Given information:
◆ ◆ ◆ ◆
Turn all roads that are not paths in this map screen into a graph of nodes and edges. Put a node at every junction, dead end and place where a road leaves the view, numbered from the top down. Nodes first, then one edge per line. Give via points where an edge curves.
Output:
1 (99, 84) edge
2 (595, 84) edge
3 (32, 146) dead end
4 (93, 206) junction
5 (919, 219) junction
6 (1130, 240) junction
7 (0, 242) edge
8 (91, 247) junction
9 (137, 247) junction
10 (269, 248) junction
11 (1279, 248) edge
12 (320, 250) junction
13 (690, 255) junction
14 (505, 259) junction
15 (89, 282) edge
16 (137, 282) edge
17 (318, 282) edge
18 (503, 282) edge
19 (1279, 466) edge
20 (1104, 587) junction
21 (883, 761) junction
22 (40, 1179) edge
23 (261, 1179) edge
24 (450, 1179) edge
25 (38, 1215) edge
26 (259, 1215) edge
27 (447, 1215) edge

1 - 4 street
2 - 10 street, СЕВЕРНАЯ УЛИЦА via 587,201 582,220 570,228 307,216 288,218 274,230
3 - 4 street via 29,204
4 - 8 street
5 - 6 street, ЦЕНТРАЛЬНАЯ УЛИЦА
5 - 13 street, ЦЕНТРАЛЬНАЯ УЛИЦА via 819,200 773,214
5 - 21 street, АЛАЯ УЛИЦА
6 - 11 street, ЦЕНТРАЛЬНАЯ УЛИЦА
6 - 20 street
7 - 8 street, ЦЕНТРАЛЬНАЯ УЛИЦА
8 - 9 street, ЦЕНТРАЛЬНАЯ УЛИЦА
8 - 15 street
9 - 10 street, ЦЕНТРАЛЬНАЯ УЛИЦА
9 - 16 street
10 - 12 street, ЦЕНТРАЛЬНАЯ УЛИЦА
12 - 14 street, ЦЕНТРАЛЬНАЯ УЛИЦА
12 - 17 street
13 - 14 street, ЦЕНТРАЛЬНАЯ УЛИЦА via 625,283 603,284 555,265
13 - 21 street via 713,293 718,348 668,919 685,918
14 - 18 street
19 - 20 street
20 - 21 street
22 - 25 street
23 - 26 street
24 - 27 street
◆ ◆ ◆ ◆
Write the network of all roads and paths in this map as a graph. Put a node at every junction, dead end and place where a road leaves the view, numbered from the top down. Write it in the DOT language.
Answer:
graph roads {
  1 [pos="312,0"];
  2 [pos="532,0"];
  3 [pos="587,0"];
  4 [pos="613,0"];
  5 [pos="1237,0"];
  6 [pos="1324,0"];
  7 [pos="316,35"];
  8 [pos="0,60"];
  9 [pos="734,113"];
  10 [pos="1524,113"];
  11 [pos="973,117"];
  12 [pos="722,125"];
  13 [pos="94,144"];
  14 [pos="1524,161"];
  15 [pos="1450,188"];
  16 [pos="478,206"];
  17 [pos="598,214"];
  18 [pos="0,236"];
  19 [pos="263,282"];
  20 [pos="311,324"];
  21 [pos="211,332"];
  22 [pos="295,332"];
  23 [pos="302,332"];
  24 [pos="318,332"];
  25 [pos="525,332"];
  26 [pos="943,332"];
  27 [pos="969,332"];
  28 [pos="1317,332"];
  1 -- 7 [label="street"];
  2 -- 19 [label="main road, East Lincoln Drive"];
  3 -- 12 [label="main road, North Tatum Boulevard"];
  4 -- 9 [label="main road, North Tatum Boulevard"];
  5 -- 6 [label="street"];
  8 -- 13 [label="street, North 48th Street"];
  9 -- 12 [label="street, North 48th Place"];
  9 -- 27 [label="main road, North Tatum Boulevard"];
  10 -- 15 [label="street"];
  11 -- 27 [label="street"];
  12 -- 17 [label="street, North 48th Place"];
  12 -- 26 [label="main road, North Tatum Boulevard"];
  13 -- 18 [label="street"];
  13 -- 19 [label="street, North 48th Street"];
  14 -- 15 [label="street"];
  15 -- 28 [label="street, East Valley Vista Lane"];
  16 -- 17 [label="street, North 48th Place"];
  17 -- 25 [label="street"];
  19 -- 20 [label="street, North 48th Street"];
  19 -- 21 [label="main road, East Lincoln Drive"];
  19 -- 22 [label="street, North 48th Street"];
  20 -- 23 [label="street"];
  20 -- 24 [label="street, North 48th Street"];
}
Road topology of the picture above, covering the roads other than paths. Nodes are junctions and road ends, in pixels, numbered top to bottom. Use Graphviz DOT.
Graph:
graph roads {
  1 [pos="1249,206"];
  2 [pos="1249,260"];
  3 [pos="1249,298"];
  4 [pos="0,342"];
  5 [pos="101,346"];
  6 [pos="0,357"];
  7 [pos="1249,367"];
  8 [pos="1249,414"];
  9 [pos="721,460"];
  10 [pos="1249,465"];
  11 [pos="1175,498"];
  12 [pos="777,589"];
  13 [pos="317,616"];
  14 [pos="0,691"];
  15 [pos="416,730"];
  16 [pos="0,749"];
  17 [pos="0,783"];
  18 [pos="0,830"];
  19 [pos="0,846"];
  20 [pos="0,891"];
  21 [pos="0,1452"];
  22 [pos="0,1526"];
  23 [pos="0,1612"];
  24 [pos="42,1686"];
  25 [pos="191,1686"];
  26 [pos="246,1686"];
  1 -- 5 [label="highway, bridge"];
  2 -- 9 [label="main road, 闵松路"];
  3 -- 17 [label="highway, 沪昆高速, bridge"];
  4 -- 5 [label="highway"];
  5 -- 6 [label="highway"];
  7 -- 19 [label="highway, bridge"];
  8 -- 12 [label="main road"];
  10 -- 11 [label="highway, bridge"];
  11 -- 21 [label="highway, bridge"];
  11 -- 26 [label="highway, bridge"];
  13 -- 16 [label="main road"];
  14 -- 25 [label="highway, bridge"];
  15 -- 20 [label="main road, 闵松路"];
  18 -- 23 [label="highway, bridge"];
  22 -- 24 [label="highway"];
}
◆ ◆ ◆ ◆
Assigned task: Please count the lines in the data that include the word "view" and report the number by itself.

Exercise output: 2